In modern conditions, the healthcare system of the Republic of Kazakhstan is under a certain load due to the spread of the COVID-19 coronavirus infection. Practitioners are the most vulnerable, since the specifics of their professional activities provide for close and, in some cases, long-term contact with critically ill patients. In turn, contact with patients is a stress factor leading to the development of psychoemotional disorders and, as a result of professional burnout (Restauri and Sheridan, 2020; Podder et al., 2020). The main question of this study was the following: what are the features of the psychological components of the quality of life in Almaty doctors of practical healthcare. The authors studied the levels of standardised mean values of indicators of psychological health, such as Role-Emotional, Mental Health, Social Functioning and Vitality, as well as the relationship of these scales of psychological health with the personal data of the doctor.
The study found that the indicators of psychological health (Role-Emotional, Mental Health, Social Functioning and Vitality) were below the average level among respondents in the age group “under 27 years old”; resident physicians, doctors of medicine, and holders of post-doctoral degree; among doctors with a need to improve living conditions; among non-native born doctors; single doctors (unmarried); among doctors with a monoethnic family; among doctors with no children in the family. It was also found that male doctors had lower Role-Emotional and Mental Health scales, while female doctors had lower Social Functioning and Vitality scales.
It was revealed that doctors with a dominant value orientation towards health had higher rates of Role-Emotional and Social Functioning; doctors with a dominant family orientation had higher rates of Mental Health and Vitality; doctors with a career orientation had all indicators of psychological health higher than average; doctors with dominant spiritual values had all indicators of psychological health below average.

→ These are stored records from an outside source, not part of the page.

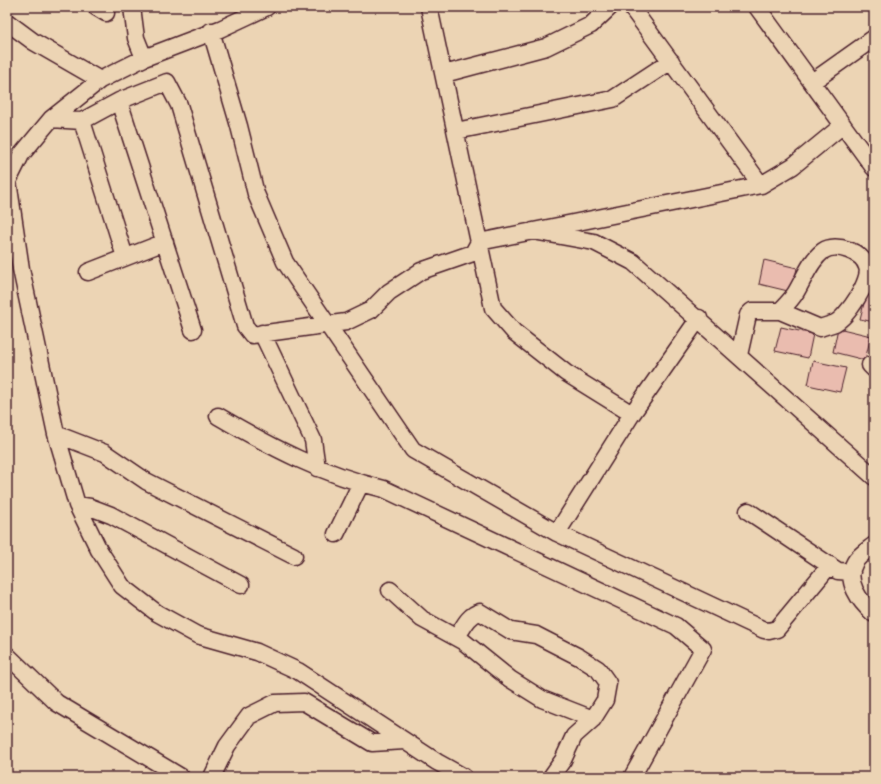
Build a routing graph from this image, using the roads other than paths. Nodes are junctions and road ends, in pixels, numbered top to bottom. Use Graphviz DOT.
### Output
graph roads {
  1 [pos="132,7"];
  2 [pos="267,7"];
  3 [pos="431,7"];
  4 [pos="610,7"];
  5 [pos="631,7"];
  6 [pos="757,7"];
  7 [pos="7,22"];
  8 [pos="211,31"];
  9 [pos="874,38"];
  10 [pos="144,58"];
  11 [pos="671,61"];
  12 [pos="444,74"];
  13 [pos="100,80"];
  14 [pos="812,82"];
  15 [pos="119,101"];
  16 [pos="51,119"];
  17 [pos="82,121"];
  18 [pos="843,124"];
  19 [pos="456,131"];
  20 [pos="874,168"];
  21 [pos="761,185"];
  22 [pos="533,231"];
  23 [pos="165,242"];
  24 [pos="479,242"];
  25 [pos="125,257"];
  26 [pos="88,272"];
  27 [pos="780,311"];
  28 [pos="698,318"];
  29 [pos="328,324"];
  30 [pos="193,330"];
  31 [pos="262,333"];
  32 [pos="740,355"];
  33 [pos="632,414"];
  34 [pos="218,416"];
  35 [pos="56,434"];
  36 [pos="317,468"];
  37 [pos="874,477"];
  38 [pos="361,483"];
  39 [pos="77,505"];
  40 [pos="748,511"];
  41 [pos="557,533"];
  42 [pos="336,534"];
  43 [pos="874,545"];
  44 [pos="294,556"];
  45 [pos="830,565"];
  46 [pos="852,572"];
  47 [pos="240,585"];
  48 [pos="390,590"];
  49 [pos="874,614"];
  50 [pos="457,637"];
  51 [pos="7,655"];
  52 [pos="593,719"];
  53 [pos="405,741"];
  54 [pos="181,777"];
  55 [pos="212,777"];
  56 [pos="464,777"];
  57 [pos="551,777"];
  58 [pos="632,777"];
  1 -- 10 [label="street"];
  2 -- 8 [label="street"];
  3 -- 12 [label="street"];
  4 -- 12 [label="street"];
  5 -- 11 [label="street"];
  6 -- 14 [label="street"];
  7 -- 13 [label="street"];
  8 -- 10 [label="street"];
  8 -- 29 [label="street"];
  9 -- 14 [label="street"];
  10 -- 13 [label="street"];
  11 -- 19 [label="street"];
  11 -- 21 [label="street"];
  12 -- 19 [label="street"];
  13 -- 16 [label="street"];
  14 -- 18 [label="street"];
  15 -- 17 [label="street"];
  15 -- 23 [label="street"];
  15 -- 31 [label="street"];
  16 -- 17 [label="street"];
  16 -- 35 [label="street"];
  17 -- 25 [label="street"];
  18 -- 20 [label="street"];
  18 -- 21 [label="street"];
  19 -- 24 [label="street"];
  21 -- 22 [label="street"];
  22 -- 24 [label="street"];
  22 -- 28 [label="street"];
  23 -- 25 [label="street"];
  23 -- 30 [label="street"];
  24 -- 29 [label="street"];
  24 -- 33 [label="street"];
  25 -- 26 [label="street"];
  27 -- 27 [label="street"];
  27 -- 32 [label="street"];
  28 -- 32 [label="street"];
  28 -- 33 [label="street"];
  29 -- 31 [label="street"];
  29 -- 41 [label="street"];
  31 -- 36 [label="street"];
  32 -- 37 [label="street"];
  33 -- 41 [label="street"];
  34 -- 36 [label="street"];
  35 -- 39 [label="street"];
  35 -- 44 [label="street"];
  36 -- 38 [label="street"];
  38 -- 42 [label="street"];
  38 -- 58 [label="street"];
  39 -- 47 [label="street"];
  39 -- 53 [label="street"];
  40 -- 45 [label="street"];
  41 -- 45 [label="street"];
  43 -- 46 [label="street"];
  45 -- 46 [label="street"];
  46 -- 49 [label="street"];
  48 -- 50 [label="street"];
  50 -- 52 [label="street"];
  50 -- 52 [label="street"];
  51 -- 54 [label="street"];
  52 -- 57 [label="street"];
  53 -- 55 [label="street"];
  53 -- 56 [label="street"];
}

The main conclusion that can be made is that the level of quality of life due to psychological health among Almaty medical workers is not high enough and differs depending on the individual characteristics of a person. It can be concluded that the indicators of the psychological component of the quality of life of Almaty doctors are (statistically) dependent on such personal factors as: age, nationality, the presence of children in the family, and living conditions. When assessing the correlation dependence of the scales of psychological health with the personal data of doctors, some regularities were revealed. In particular, it was found that the indicators of the psychological health of Almaty medical workers correlate with such personal aspects as nationality (Role-Emotional and Social Functioning), the presence of children in the family (Role-Emotional), living conditions (Mental Health) and age (Vitality).
The authors have no competing interests to declare.